O plano previa que Portugal concedesse a auto-determinação a Angola e Moçambique, após um período de transição de oito anos.

Enquanto isso, seria organizado um referendo nas duas colónias para se determinar que tipo de relacionamento seria mantido entre os dois territórios e Portugal após a independência.

Durante esse período, os dirigentes nacionalistas Holden Roberto (angolano) e Eduardo Mondlane (moçambicano) receberiam "o estatuto de consultores assalariados" e seriam preparados para serem os líderes dos novos países.

"Para ajudar Salazar a engolir a pílula amarga da descolonização, Sakwa propôs que a NATO oferecesse a Portugal 500 milhões de dólares para modernizar a sua economia", escreve Schneider no livro.

Um ano depois a proposta daquele funcionário da CIA foi ampliada pelo diplomata Chester Bowles, que duplicou a ajuda a oferecer a Portugal, propondo que os Estados Unidos concedessem mais 500 milhões de dólares de ajuda a Portugal durante um período de cinco anos, ou seja um total de mil milhões de dólares durante o período de transição.

Documentos oficiais mostram que Bowles argumentou que seria "um bom negócio diplomático" se os esforços norte-americanos conseguissem resolver "o feio dilema" de Portugal a um custo de cem milhões de dólares por ano.

O plano dos Estados Unidos esbarrou, contudo, com a inflexibilidade de António Salazar.

"Portugal não está a venda", foi a resposta do ditador português quando a proposta lhe foi apresentada em Agosto de 1963 pelo vice-secretário de Estado norte-americano George Ball.

O livro acrescenta que para o então ministro dos Negócios Estrangeiros português Franco Nogueira a proposta representava a "idiotice" americana de acreditar que os Estados Unidos poderiam determinar ou garantir acontecimentos a longo prazo.

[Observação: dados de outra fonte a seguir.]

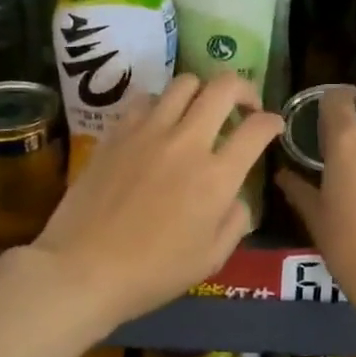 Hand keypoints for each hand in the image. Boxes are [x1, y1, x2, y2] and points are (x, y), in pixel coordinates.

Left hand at [31, 72, 283, 330]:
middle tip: (243, 106)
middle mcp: (187, 142)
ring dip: (201, 91)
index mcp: (217, 176)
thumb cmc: (152, 273)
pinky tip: (158, 123)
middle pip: (223, 88)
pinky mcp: (116, 132)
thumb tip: (236, 196)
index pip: (257, 129)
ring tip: (199, 110)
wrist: (83, 269)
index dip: (272, 122)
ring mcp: (148, 132)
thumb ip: (235, 221)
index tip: (273, 125)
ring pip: (184, 83)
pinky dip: (160, 104)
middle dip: (243, 89)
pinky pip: (145, 99)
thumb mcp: (210, 259) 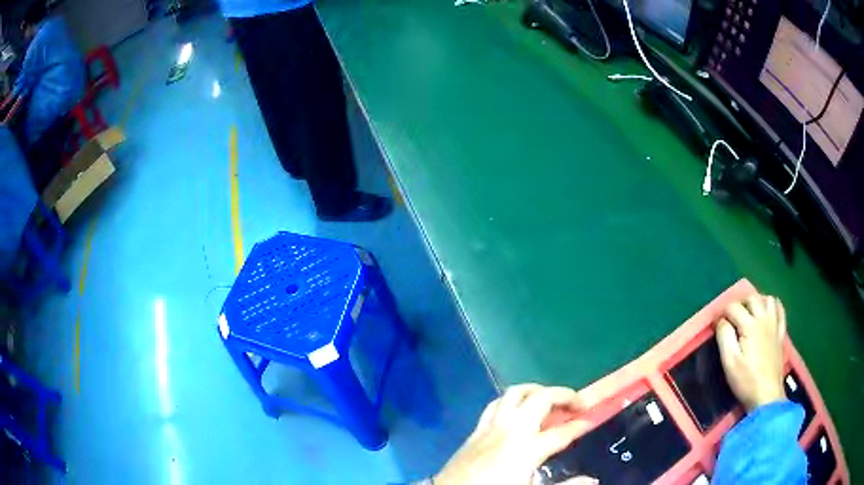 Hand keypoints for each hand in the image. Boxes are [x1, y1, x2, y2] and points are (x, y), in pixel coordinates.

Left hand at [434, 384, 596, 484]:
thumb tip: (592, 480)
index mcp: (527, 449)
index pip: (562, 432)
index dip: (581, 424)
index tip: (593, 418)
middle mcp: (510, 430)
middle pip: (540, 399)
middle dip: (563, 395)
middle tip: (577, 405)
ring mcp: (490, 428)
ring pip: (515, 394)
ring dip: (536, 391)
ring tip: (550, 400)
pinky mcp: (474, 431)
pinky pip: (495, 405)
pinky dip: (511, 401)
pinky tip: (517, 411)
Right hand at [716, 294, 786, 411]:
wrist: (767, 395)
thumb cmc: (746, 380)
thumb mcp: (729, 362)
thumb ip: (724, 337)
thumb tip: (721, 321)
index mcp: (750, 326)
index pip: (733, 308)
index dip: (722, 313)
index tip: (715, 324)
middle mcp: (763, 319)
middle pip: (751, 298)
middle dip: (739, 303)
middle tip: (730, 317)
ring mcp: (775, 325)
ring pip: (767, 299)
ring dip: (757, 301)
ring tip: (749, 313)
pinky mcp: (781, 333)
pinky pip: (780, 310)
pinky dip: (773, 305)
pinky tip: (768, 311)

Esse plano seria o primeiro passo para inevitabilidade do caos na África portuguesa, argumentou Nogueira.

Um dos aspectos mais curiosos do livro é a exactidão com que a CIA e vários diplomatas norte-americanos fazem, com muitos anos de antecedência e em documentos oficiais, a previsão da derrota militar portuguesa em África e do derrube da ditadura.

"Uma derrota militar portuguesa é uma conclusão inevitável se se permitir que a revolta em Angola ganhe velocidade e continuidade", adverte o documento da CIA com a proposta inicial elaborada por Paul Sakwa, pouco depois do começo da guerra em Angola.

Sakwa questiona-se mesmo se os Estados Unidos poderiam permitir que Portugal "cometesse suicídio arrastando os seus amigos na mesma via".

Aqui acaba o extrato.